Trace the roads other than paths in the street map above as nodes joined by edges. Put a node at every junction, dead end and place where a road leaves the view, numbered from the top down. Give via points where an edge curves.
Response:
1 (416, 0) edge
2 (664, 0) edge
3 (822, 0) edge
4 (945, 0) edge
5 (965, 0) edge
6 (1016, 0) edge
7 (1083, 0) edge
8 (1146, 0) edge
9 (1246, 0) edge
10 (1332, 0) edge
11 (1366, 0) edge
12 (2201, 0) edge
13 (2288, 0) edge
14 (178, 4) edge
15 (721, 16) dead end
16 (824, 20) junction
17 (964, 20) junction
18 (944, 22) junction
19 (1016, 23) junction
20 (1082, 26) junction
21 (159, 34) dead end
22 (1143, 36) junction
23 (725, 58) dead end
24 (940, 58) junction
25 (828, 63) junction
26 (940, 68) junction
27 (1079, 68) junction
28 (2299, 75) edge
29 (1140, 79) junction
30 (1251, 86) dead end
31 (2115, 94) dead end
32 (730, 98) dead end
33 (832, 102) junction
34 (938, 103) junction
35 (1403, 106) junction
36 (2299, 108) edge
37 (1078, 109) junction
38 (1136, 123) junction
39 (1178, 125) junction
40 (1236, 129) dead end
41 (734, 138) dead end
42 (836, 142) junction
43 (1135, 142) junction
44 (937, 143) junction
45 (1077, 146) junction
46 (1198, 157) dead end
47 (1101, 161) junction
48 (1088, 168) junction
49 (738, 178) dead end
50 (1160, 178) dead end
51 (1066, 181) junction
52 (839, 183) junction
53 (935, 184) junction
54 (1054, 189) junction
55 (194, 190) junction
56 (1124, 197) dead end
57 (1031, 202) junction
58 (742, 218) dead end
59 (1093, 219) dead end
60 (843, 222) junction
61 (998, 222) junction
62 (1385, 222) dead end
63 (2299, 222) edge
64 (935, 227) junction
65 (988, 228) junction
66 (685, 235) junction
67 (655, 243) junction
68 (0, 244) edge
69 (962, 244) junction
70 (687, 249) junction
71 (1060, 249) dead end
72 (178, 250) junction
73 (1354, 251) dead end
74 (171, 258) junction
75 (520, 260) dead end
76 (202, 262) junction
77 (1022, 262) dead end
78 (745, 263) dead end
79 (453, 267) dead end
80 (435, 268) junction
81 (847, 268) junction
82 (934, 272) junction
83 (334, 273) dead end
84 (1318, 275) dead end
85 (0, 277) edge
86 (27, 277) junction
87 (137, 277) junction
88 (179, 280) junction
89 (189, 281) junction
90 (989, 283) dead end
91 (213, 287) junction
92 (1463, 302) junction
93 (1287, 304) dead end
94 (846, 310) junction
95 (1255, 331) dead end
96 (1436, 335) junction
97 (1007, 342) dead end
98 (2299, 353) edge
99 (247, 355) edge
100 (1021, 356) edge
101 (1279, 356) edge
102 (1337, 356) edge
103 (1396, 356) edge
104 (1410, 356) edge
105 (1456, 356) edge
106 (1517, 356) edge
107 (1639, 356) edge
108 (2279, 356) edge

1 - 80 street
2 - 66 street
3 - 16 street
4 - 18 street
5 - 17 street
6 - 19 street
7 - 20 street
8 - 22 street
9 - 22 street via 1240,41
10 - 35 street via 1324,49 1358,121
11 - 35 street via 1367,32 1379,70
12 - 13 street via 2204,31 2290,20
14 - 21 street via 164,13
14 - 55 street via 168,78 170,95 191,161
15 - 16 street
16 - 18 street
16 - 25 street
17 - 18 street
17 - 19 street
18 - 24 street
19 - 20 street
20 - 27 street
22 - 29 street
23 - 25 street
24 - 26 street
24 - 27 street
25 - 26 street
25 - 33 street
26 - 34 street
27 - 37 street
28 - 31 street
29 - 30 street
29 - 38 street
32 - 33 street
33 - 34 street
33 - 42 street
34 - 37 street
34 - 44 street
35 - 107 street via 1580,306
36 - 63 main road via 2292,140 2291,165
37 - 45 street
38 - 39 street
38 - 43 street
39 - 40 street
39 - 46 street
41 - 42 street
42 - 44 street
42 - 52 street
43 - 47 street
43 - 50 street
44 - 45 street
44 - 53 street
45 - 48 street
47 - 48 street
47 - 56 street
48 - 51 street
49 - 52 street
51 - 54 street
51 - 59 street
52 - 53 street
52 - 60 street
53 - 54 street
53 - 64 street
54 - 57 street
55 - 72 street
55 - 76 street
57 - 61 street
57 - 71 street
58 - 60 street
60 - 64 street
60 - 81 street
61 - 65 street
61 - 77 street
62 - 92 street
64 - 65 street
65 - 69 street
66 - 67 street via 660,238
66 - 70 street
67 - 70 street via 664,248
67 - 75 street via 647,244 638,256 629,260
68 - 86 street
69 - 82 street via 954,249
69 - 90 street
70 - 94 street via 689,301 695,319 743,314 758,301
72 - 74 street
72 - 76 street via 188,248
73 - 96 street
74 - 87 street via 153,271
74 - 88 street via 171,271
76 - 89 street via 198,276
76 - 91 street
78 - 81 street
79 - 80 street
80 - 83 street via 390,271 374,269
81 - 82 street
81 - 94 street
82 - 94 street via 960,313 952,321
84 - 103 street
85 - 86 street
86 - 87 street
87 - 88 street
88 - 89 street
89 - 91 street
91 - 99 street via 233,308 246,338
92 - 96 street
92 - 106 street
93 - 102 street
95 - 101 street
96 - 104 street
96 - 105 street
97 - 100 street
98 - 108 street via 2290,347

-=-=-=-=-

Wherever a line contains the string "road", copy that line from the data.

Trace the roads other than paths in the street map above as nodes joined by edges. Put a node at every junction, dead end and place where a road leaves the view, numbered from the top down. Give via points where an edge curves.
36 - 63 main road via 2292,140 2291,165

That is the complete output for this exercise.